From Upward Dog, press your hands firmly into the mat, then exhale as you draw in your belly and raise your hips toward the
ceiling or sky and straighten your arms. Press back, bringing the soles of your feet toward the mat. Hold for three deep breaths.
Make it easier: If the stretch in the back of your legs is too intense, put a yoga block beneath each hand.
From Downward Dog, exhale, then bend your left knee and step your left foot forward in between your hands near your left.
Turn out your right foot at 45 degrees. (Your right heel should be directly behind your left foot.) Inhale and sweep your
torso up, raising your arms overhead. Bend your left knee at 90 degrees.

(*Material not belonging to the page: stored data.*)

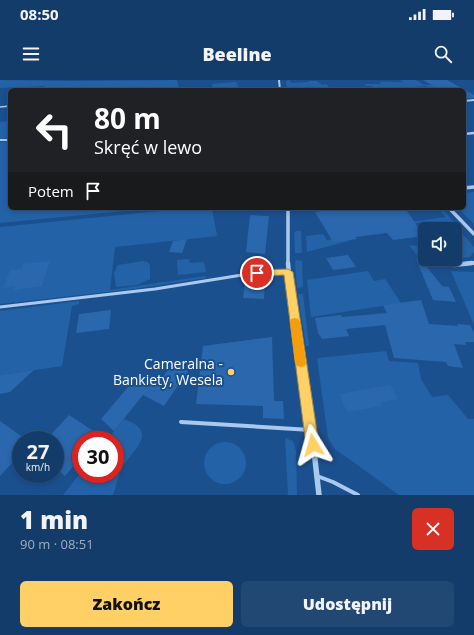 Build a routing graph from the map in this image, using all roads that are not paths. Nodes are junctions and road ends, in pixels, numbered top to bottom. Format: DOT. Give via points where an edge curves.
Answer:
graph roads {
  1 [pos="289,210"];
  2 [pos="451,210"];
  3 [pos="474,234"];
  4 [pos="474,264"];
  5 [pos="462,265"];
  6 [pos="288,272"];
  7 [pos="0,307"];
  8 [pos="181,422"];
  9 [pos="311,430"];
  10 [pos="317,476"];
  11 [pos="318,495"];
  12 [pos="358,495"];
  1 -- 6 [label="street"];
  2 -- 3 [label="street"];
  4 -- 5 [label="street"];
  6 -- 7 [label="lane" via="242,275 155,289"];
  6 -- 9 [label="street"];
  8 -- 9 [label="lane"];
  9 -- 10 [label="street"];
  10 -- 11 [label="street"];
  10 -- 12 [label="lane"];
}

Hold for three deep breaths.
Perfect your form: Keep your shoulders and hips facing forward.
From Warrior 1, inhale as you straighten your left knee, then exhale as you turn your torso to the right and bend your left
knee again. Extend your left arm in front and your right arm in back at shoulder height. Hold for three deep breaths.
From Warrior 2, exhale as you bring first your left hand and then your right hand to themat on either side of your left foot.
Press your palms firmly into the mat and inhale as you extend your chest forward. Exhale as you step your left foot back beside
your right foot and transition into Downward Dog. (You can place yoga blocks beneath your hands again if necessary.) Take
three deep breaths. Inhale deeply, then exhale and slowly walk your feet up toward the front of the mat utnil they're between
your hands and your body is folded over in a Standing Forward Bend.
From Standing Forward Bend, inhale, lifting your torso parallel to mat. Reach fingertips to mat. As you inhale stretch your
torso forward. As you exhale, lower your torso to bend over again. Roll up to standing position.